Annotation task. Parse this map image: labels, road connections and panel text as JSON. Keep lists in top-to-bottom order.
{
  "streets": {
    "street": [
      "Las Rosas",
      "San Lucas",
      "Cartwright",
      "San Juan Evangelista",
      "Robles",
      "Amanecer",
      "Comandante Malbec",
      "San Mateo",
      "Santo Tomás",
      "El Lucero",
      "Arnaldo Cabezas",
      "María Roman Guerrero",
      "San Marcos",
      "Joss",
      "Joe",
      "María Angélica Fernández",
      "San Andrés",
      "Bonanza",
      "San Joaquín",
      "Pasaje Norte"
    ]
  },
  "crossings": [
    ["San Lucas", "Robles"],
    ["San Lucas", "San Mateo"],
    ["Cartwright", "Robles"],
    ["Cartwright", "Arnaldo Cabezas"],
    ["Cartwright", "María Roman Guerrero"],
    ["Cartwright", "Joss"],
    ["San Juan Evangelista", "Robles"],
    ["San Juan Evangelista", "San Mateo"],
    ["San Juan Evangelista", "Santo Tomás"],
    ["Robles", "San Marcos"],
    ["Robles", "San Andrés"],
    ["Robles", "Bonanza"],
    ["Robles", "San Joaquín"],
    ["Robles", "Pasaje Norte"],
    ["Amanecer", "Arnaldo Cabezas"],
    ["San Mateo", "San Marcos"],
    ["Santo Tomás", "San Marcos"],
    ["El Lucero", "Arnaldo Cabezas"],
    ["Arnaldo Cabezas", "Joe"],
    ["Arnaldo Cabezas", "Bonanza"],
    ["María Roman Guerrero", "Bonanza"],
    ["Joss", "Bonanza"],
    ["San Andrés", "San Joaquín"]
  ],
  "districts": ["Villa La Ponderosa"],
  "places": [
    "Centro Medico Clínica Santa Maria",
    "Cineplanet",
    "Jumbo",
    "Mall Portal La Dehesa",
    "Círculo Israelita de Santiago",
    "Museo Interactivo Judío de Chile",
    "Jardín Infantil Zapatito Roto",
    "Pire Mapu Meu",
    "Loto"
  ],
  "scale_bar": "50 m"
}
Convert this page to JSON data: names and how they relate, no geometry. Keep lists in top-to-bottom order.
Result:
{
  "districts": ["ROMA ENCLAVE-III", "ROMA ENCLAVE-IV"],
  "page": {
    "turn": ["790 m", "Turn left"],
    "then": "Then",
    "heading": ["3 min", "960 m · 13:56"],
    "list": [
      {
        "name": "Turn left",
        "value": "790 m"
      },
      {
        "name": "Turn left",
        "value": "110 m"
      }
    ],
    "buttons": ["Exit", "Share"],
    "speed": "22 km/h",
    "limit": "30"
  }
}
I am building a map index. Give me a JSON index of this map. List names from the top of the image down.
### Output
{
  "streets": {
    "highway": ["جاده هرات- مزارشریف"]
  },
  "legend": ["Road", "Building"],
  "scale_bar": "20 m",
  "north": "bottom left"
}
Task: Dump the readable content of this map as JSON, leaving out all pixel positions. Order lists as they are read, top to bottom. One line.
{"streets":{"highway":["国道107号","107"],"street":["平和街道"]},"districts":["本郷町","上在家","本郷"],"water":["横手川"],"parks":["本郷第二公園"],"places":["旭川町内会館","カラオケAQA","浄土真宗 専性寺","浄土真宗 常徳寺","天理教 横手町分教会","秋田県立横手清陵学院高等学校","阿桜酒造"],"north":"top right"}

#### [Assigned task]
Using the listing above, pick out each line that contains the word "names", then copy it.

#### [Reply]
Convert this page to JSON data: names and how they relate, no geometry. Keep lists in top-to-bottom order.
I am building a map index. Give me a JSON index of this map. List names from the top of the image down.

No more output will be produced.